To do: Search the records for the word "Permai". Copy every line where it appears.
═════ The data ═════
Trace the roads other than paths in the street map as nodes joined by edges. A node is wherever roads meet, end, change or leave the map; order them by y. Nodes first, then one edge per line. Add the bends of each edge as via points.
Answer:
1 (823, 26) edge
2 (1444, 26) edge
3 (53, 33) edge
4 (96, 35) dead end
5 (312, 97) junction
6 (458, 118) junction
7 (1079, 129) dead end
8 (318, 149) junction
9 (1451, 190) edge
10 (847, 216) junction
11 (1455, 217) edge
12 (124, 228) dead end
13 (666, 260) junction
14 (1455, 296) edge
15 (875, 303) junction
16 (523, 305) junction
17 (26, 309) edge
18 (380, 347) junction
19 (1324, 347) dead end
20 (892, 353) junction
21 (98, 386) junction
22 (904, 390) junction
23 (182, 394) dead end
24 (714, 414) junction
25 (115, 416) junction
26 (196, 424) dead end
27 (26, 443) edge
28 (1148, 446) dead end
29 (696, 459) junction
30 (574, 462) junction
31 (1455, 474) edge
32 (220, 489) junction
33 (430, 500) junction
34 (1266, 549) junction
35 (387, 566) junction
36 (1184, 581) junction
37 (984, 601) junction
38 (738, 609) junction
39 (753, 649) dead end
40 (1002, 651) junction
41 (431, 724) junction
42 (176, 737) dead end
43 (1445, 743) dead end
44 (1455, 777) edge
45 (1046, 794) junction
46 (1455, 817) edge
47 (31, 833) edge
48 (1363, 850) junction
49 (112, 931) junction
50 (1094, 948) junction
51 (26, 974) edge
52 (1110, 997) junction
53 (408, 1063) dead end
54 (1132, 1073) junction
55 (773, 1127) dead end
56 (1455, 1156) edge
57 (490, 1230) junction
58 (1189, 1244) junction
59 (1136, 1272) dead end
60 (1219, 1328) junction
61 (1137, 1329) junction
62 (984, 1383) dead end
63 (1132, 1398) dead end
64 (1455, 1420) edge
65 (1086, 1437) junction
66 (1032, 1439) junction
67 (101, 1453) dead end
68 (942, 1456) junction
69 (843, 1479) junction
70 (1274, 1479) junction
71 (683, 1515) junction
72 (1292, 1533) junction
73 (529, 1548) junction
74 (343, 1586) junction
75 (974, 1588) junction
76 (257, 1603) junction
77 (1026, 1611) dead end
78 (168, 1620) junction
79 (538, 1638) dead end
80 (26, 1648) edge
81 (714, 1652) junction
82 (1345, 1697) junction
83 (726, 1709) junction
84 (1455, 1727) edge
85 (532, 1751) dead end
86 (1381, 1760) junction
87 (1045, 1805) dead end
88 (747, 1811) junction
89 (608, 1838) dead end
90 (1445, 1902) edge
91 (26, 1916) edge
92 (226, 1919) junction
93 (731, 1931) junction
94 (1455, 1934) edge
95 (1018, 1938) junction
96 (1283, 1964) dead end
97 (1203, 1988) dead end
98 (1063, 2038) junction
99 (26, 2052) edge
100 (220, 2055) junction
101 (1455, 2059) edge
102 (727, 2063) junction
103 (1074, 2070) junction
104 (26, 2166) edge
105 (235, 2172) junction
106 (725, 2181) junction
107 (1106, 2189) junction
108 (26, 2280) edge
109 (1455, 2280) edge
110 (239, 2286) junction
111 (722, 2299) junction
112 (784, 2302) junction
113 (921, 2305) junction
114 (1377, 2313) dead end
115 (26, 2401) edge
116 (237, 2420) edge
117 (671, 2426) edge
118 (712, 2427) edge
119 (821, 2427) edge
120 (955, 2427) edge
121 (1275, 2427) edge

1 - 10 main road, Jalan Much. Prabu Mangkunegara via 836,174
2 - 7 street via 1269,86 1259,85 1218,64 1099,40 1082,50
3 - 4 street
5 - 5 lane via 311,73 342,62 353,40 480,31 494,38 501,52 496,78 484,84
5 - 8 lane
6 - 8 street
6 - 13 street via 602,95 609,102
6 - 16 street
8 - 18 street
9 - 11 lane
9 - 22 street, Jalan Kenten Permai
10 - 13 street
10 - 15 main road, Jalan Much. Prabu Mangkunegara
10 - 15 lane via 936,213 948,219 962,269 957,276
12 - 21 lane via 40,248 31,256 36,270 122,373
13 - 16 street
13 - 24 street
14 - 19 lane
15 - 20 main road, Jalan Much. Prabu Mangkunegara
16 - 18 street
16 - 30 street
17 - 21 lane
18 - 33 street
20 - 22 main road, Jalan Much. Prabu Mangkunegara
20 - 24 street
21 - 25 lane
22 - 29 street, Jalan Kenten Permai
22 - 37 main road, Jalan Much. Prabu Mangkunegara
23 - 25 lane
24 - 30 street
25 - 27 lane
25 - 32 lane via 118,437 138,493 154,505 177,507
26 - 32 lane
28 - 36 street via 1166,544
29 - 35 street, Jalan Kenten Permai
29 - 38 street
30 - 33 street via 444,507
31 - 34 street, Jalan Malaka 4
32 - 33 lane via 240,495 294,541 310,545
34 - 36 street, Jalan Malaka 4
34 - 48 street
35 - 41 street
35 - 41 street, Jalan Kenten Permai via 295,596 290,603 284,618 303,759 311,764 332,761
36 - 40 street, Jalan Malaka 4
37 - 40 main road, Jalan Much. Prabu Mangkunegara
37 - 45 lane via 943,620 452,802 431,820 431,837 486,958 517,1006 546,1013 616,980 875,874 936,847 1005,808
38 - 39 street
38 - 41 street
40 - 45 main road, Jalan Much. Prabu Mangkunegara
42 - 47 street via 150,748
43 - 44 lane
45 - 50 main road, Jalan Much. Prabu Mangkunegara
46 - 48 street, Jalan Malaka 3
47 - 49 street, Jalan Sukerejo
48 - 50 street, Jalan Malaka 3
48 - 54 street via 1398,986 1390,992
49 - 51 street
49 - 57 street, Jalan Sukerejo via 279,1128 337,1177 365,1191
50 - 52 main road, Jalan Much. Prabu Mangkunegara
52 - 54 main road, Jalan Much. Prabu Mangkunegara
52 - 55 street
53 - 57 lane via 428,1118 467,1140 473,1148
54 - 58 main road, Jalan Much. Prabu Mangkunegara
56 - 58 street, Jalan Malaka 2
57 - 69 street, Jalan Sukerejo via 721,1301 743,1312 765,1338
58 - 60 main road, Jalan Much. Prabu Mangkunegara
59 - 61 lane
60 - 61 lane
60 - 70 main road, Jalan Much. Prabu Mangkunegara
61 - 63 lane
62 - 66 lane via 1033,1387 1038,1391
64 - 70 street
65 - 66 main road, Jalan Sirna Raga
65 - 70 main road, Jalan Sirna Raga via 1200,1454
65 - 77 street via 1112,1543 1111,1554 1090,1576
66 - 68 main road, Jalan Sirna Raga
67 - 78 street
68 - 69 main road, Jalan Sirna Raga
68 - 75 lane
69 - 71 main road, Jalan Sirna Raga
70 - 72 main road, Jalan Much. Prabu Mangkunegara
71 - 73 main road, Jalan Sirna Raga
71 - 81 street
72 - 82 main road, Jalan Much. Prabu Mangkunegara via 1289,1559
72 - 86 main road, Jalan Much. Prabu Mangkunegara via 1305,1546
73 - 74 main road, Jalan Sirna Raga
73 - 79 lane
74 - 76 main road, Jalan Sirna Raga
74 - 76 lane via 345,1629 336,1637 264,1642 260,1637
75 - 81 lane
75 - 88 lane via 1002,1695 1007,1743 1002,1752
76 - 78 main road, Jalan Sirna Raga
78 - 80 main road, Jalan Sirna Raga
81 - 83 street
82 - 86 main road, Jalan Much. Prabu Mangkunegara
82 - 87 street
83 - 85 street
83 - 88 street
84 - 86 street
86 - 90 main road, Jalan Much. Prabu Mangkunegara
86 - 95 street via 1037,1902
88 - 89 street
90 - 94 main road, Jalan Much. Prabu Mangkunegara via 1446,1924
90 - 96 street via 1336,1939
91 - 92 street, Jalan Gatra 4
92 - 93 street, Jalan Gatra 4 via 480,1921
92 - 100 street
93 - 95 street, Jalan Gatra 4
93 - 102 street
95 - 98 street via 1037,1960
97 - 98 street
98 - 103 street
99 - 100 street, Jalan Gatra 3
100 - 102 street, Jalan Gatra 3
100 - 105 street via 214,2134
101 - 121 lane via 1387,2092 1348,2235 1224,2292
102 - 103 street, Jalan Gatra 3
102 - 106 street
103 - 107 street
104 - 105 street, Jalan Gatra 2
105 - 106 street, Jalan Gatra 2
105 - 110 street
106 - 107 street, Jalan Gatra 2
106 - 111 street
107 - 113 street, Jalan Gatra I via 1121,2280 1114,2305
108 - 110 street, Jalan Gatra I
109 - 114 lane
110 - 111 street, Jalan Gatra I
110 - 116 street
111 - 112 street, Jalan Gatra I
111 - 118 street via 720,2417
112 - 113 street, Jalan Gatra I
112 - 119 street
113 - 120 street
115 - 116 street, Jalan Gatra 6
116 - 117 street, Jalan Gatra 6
═════
Solution to the exercise:
9 - 22 street, Jalan Kenten Permai
22 - 29 street, Jalan Kenten Permai
29 - 35 street, Jalan Kenten Permai
35 - 41 street, Jalan Kenten Permai via 295,596 290,603 284,618 303,759 311,764 332,761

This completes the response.